> _Your objective_: Images stay out; everything else in the records is to be set down exactly.

> _Material supplied_:
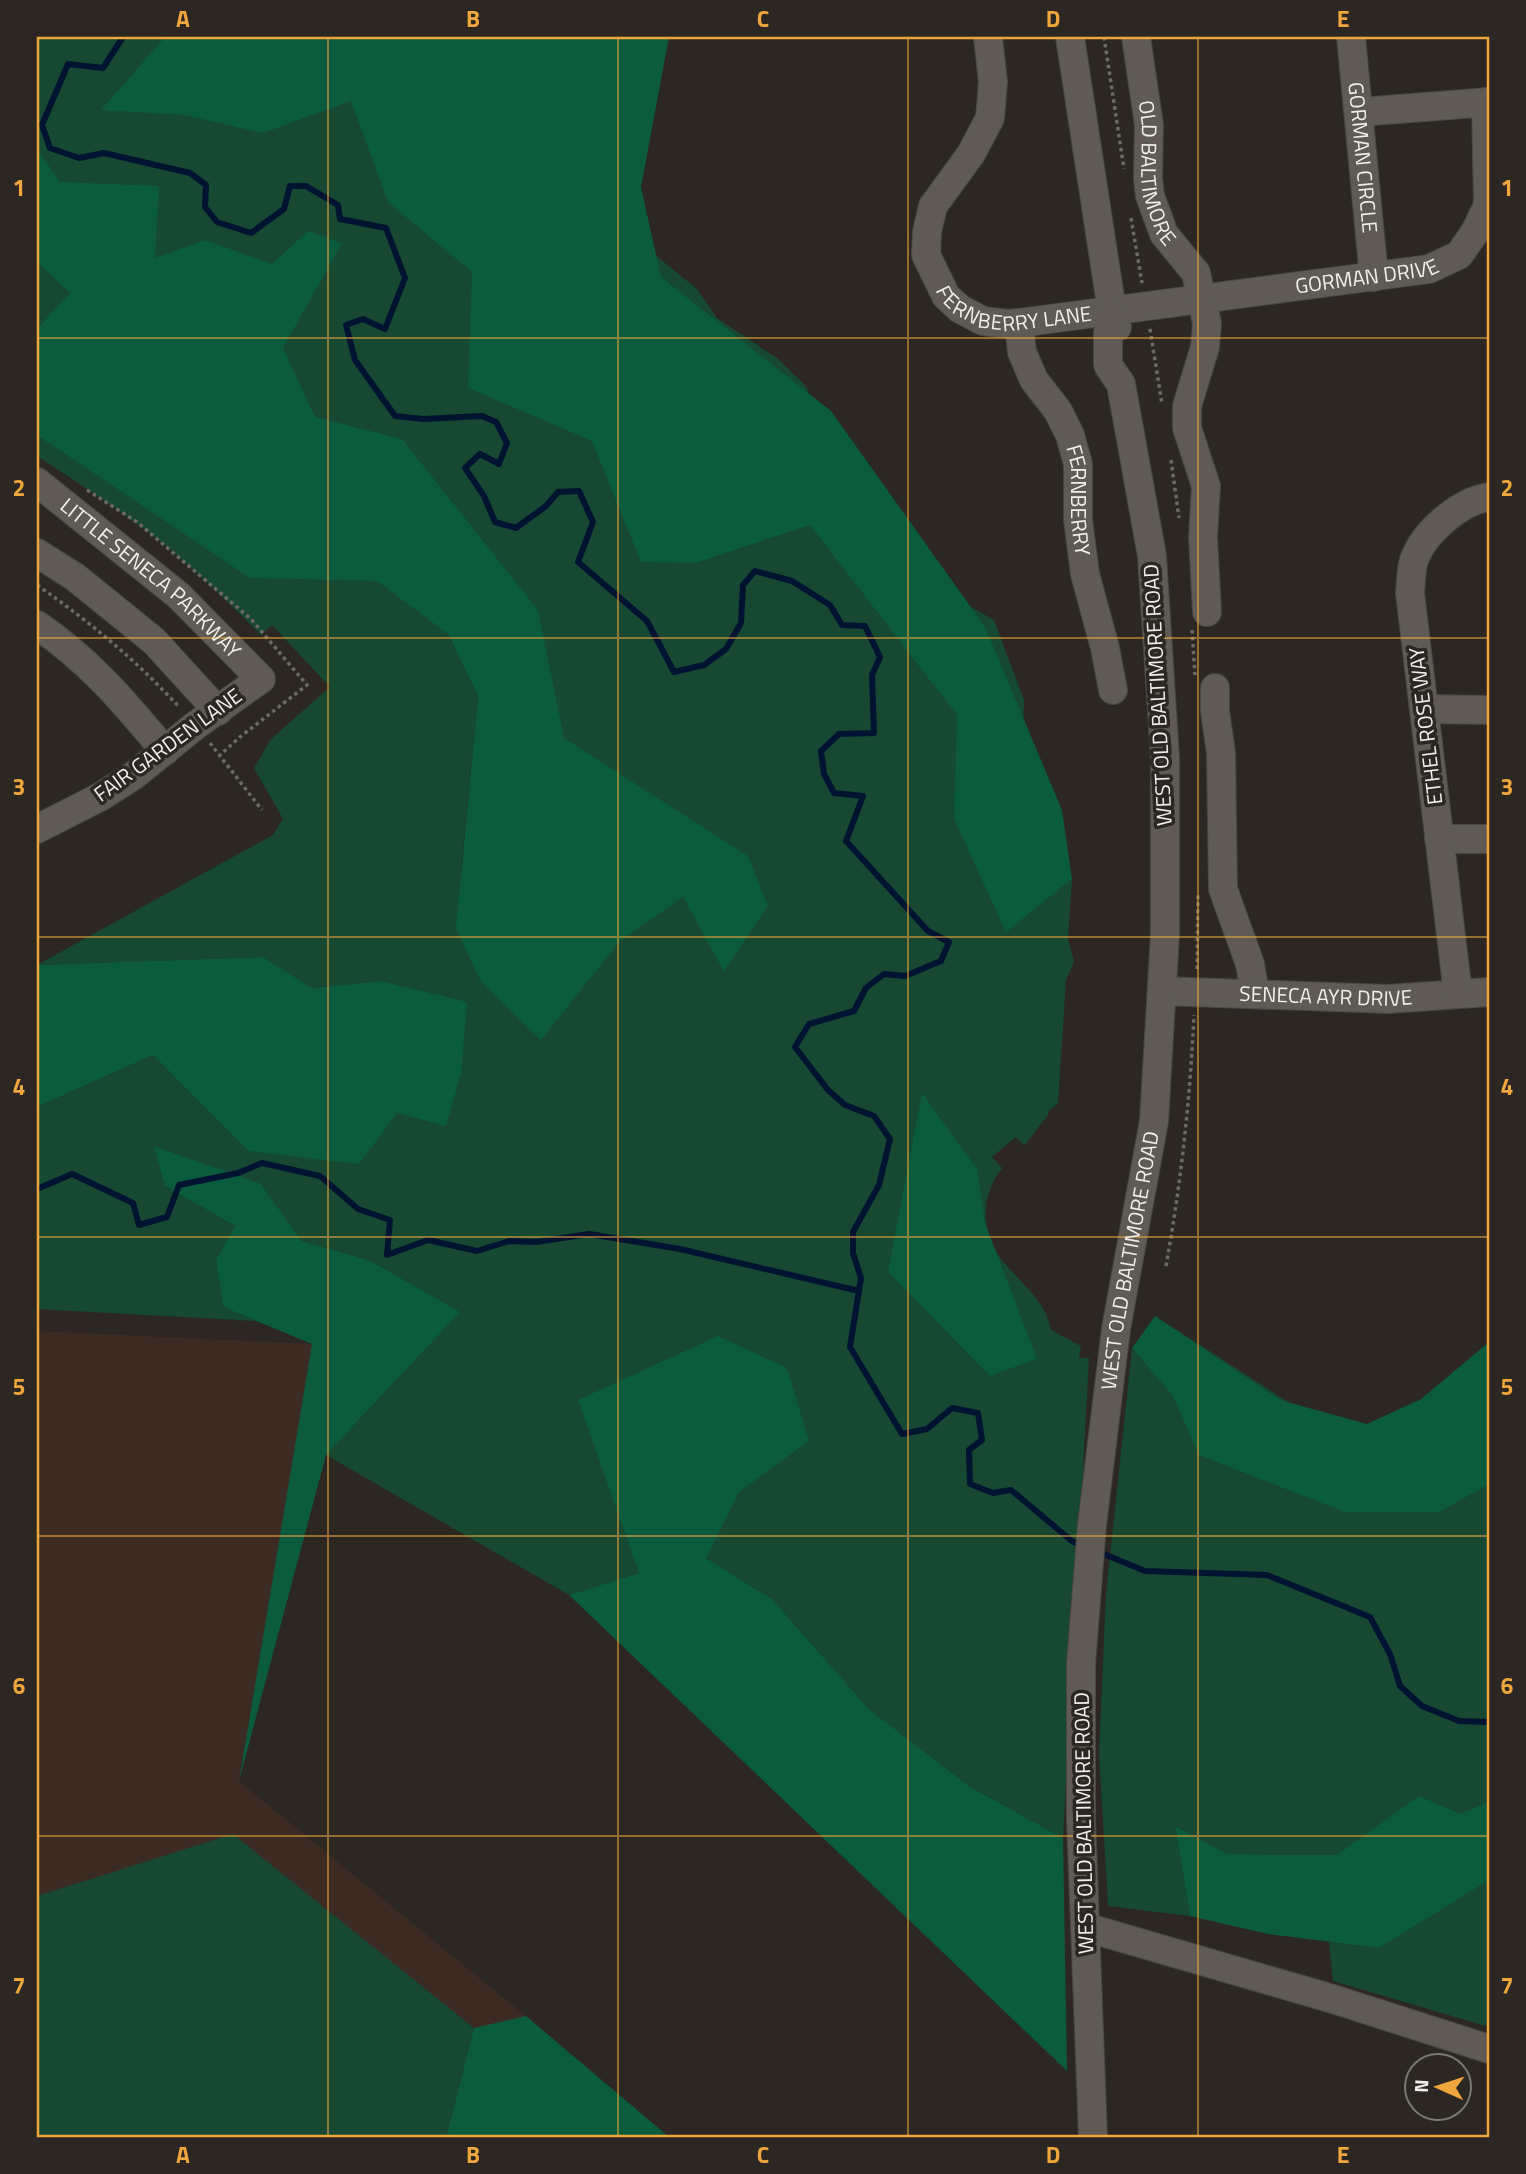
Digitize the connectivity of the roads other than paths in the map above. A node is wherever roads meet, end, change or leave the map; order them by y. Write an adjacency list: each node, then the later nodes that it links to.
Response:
1 (988, 37): 10 (street, FERNBERRY LANE)
2 (1070, 37): 9 (street, WEST OLD BALTIMORE ROAD)
3 (1136, 37): 8 (street, OLD BALTIMORE)
4 (1351, 37): 6 (street, GORMAN CIRCLE)
5 (1488, 102): 6 (street); 7 (street, GORMAN DRIVE)
6 (1360, 112): 7 (street, GORMAN CIRCLE)
7 (1374, 276): 8 (street, GORMAN DRIVE)
8 (1202, 300): 9 (street, GORMAN DRIVE); 14 (street, OLD BALTIMORE)
9 (1112, 312): 10 (street, FERNBERRY LANE); 26 (street, WEST OLD BALTIMORE ROAD)
10 (1019, 323): 18 (street, FERNBERRY)
11 (37, 482): 16 (street, LITTLE SENECA PARKWAY)
12 (1489, 497): 19 (street, ETHEL ROSE WAY)
13 (37, 553): 21 (street)
14 (1207, 612)
15 (37, 625): 22 (street)
16 (261, 679): 21 (street, FAIR GARDEN LANE)
17 (1216, 688): 28 (street)
18 (1113, 690)
19 (1424, 709): 20 (street); 24 (street, ETHEL ROSE WAY)
20 (1489, 710)
21 (207, 718): 22 (street, FAIR GARDEN LANE)
22 (165, 751): 23 (street, FAIR GARDEN LANE)
23 (37, 828)
24 (1440, 839): 25 (street); 29 (street, ETHEL ROSE WAY)
25 (1489, 839)
26 (1162, 991): 28 (street, SENECA AYR DRIVE); 30 (street, WEST OLD BALTIMORE ROAD)
27 (1489, 992): 29 (street, SENECA AYR DRIVE)
28 (1255, 994): 29 (street, SENECA AYR DRIVE)
29 (1458, 994)
30 (1085, 1927): 31 (street); 32 (street, WEST OLD BALTIMORE ROAD)
31 (1489, 2049)
32 (1093, 2137)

> _Response for this exercise_:
Digitize the connectivity of the roads other than paths in the map above. A node is wherever roads meet, end, change or leave the map; order them by y. Write an adjacency list: each node, then the later nodes that it links to.
Response:
1 (988, 37): 10 (street, FERNBERRY LANE)
2 (1070, 37): 9 (street, WEST OLD BALTIMORE ROAD)
3 (1136, 37): 8 (street, OLD BALTIMORE)
4 (1351, 37): 6 (street, GORMAN CIRCLE)
5 (1488, 102): 6 (street); 7 (street, GORMAN DRIVE)
6 (1360, 112): 7 (street, GORMAN CIRCLE)
7 (1374, 276): 8 (street, GORMAN DRIVE)
8 (1202, 300): 9 (street, GORMAN DRIVE); 14 (street, OLD BALTIMORE)
9 (1112, 312): 10 (street, FERNBERRY LANE); 26 (street, WEST OLD BALTIMORE ROAD)
10 (1019, 323): 18 (street, FERNBERRY)
11 (37, 482): 16 (street, LITTLE SENECA PARKWAY)
12 (1489, 497): 19 (street, ETHEL ROSE WAY)
13 (37, 553): 21 (street)
14 (1207, 612)
15 (37, 625): 22 (street)
16 (261, 679): 21 (street, FAIR GARDEN LANE)
17 (1216, 688): 28 (street)
18 (1113, 690)
19 (1424, 709): 20 (street); 24 (street, ETHEL ROSE WAY)
20 (1489, 710)
21 (207, 718): 22 (street, FAIR GARDEN LANE)
22 (165, 751): 23 (street, FAIR GARDEN LANE)
23 (37, 828)
24 (1440, 839): 25 (street); 29 (street, ETHEL ROSE WAY)
25 (1489, 839)
26 (1162, 991): 28 (street, SENECA AYR DRIVE); 30 (street, WEST OLD BALTIMORE ROAD)
27 (1489, 992): 29 (street, SENECA AYR DRIVE)
28 (1255, 994): 29 (street, SENECA AYR DRIVE)
29 (1458, 994)
30 (1085, 1927): 31 (street); 32 (street, WEST OLD BALTIMORE ROAD)
31 (1489, 2049)
32 (1093, 2137)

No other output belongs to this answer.